Public Interest Journalism funded through NZ On Air

A Samoan-Kiwi artist has created a new-look Palestine flag to show off his support, as the war in Gaza continues into the new year.

Michel Mulipola has been turning up to protests around Auckland with his redesigned Palestine flag, sporting Samoan patterns and motifs. It was also spotted amongst the crowd at Te Pāti Māori- organised nationwide protests last month.

Mulipola, a comic artist, said the fight for indigenous liberation and rights was the reason he brought the flag to that protest.

The protests were organised in response to the new coalition government policies around Te Tiriti o Waitangi, including the ACT Party’s bid to scrap the Māori Health Authority and Oranga Tamariki along with repealing the smokefree generation law.

“For me, bringing the flag [was] because Māori are fighting for recognition,” he said.

“This new government and the anti-Māori stance has kind of realised that the fight for freedom, the fight against oppression, isn’t over. None of us are free until all of us are free.”

Mulipola said of the unique flag: “It was designed because I kind of noticed that Samoans were quiet; especially online around the genocide happening in Palestine.

“I decided to create a kind of image that would be symbolic of standing in solidarity with Palestine.”

Liberation of his people, Palestinian peoples and Māori are all interlinked and it was just a matter of turning up to support, Mulipola said.

Inspired by a Mau movement ancestor

“All of these places that are fighting for their freedom - their liberation from colonial powers.”

Mulipola’s great-grandfather was part of the Mau movement in Samoa where they campaigned for independence from colonial rule during the early 1900s.

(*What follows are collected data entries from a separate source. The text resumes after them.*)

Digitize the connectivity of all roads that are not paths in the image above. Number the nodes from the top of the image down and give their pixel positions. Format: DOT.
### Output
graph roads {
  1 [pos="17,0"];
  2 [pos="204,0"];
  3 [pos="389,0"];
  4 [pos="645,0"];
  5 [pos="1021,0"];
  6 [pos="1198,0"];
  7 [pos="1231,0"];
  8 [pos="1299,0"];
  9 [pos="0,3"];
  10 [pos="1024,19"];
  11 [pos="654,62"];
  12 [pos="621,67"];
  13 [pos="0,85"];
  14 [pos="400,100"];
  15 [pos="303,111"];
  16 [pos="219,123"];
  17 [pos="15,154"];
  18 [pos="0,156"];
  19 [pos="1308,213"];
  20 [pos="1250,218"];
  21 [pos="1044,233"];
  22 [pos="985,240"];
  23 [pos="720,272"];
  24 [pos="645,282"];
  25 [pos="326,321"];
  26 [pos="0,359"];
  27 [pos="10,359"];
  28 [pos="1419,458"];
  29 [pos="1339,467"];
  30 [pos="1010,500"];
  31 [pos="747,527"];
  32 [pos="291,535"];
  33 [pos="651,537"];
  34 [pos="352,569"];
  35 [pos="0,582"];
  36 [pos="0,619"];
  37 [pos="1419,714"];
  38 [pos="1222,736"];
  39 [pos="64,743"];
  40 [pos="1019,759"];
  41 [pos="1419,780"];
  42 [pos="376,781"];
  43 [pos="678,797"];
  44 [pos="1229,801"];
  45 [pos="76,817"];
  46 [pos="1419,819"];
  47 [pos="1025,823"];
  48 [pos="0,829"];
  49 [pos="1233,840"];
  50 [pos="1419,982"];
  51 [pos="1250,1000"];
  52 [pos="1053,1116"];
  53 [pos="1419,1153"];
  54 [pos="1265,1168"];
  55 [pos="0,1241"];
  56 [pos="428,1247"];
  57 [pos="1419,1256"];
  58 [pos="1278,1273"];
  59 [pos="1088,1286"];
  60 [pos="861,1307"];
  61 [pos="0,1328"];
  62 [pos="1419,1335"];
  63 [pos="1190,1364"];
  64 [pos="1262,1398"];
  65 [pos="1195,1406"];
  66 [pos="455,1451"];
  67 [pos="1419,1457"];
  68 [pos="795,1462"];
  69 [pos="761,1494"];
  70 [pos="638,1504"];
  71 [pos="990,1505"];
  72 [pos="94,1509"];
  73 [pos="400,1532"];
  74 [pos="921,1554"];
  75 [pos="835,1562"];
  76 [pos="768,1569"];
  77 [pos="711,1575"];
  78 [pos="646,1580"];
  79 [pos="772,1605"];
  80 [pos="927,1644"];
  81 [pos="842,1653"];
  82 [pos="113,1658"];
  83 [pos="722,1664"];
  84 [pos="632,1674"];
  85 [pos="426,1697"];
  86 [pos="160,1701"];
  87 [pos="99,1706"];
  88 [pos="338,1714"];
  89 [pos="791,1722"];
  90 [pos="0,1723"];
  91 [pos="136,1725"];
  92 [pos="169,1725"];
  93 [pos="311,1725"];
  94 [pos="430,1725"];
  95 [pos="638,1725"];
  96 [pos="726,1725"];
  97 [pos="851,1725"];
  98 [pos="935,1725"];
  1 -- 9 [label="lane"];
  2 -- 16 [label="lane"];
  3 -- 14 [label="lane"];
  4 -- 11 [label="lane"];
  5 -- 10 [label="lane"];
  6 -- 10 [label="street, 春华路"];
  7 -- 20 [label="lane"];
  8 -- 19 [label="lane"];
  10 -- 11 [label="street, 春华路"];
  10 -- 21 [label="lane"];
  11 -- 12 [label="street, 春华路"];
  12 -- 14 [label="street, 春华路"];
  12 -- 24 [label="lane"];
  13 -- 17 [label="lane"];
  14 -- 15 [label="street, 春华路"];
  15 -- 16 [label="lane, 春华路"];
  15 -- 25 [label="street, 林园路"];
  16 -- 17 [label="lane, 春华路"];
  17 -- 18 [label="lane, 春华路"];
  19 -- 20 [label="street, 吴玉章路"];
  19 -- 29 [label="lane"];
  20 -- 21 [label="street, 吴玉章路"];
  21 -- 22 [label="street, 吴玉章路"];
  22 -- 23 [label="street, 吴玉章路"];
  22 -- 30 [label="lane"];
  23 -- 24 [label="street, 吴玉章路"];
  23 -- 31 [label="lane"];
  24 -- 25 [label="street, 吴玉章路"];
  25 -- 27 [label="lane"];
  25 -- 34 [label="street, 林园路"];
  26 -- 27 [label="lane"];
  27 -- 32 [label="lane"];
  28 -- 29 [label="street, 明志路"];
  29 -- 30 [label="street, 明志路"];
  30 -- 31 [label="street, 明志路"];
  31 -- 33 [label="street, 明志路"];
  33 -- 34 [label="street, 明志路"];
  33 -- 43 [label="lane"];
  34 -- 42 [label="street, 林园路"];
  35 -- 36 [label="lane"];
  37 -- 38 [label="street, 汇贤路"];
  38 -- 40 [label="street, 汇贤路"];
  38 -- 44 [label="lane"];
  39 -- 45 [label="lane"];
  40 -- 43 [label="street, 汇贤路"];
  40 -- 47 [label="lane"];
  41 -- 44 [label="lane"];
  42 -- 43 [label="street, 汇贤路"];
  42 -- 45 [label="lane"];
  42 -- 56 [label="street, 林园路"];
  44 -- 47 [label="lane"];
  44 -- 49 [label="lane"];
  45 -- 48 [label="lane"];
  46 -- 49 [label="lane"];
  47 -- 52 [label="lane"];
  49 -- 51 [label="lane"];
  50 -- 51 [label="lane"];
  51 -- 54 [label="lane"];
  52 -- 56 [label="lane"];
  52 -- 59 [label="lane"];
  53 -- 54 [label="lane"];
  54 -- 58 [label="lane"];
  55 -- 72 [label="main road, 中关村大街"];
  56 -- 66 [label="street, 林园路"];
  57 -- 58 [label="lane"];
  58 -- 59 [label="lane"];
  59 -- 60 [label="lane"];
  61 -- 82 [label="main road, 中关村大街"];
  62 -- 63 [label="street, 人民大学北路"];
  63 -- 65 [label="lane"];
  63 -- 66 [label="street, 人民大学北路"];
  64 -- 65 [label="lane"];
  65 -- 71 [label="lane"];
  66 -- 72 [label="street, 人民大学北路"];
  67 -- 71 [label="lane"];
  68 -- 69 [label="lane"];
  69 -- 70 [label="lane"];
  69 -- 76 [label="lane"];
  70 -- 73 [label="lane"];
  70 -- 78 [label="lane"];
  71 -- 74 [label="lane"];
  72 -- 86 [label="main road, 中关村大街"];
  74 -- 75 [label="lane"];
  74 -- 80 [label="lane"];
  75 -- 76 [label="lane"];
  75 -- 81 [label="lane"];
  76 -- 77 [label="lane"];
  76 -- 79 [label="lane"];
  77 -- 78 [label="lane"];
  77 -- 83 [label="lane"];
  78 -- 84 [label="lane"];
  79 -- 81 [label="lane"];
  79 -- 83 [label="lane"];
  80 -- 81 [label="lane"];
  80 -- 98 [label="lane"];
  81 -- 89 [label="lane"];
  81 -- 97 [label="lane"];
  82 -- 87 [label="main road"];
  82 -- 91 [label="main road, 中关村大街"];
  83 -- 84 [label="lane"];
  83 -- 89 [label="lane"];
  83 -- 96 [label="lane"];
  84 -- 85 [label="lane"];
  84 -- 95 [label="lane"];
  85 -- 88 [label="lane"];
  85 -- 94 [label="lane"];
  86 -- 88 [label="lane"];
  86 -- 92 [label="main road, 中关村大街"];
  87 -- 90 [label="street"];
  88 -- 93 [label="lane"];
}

Village matai (chiefs) and leaders gathered to stand against losing traditional Samoan authority under the then German administration in Samoa.

They believed it was wrong that family and village matai effectively had no say in the way the country and its people were being cared for at the time.

Mulipola said he owes his work to his great-grandfather’s legacy and hopes to live up to what he stood for.

“These fights today are what my great-grandfather fought [for] yesterday.

“I just kind of try and uphold it and live up to my great-grandfather’s legacy.”

The flag has become a symbol for Samoans to show solidarity and he is glad people can resonate with it, Mulipola said.

“Samoans around the world were really embracing it because it was finally something can show online and around in our solidarity with Palestinian people which is why I was hoping it would be.”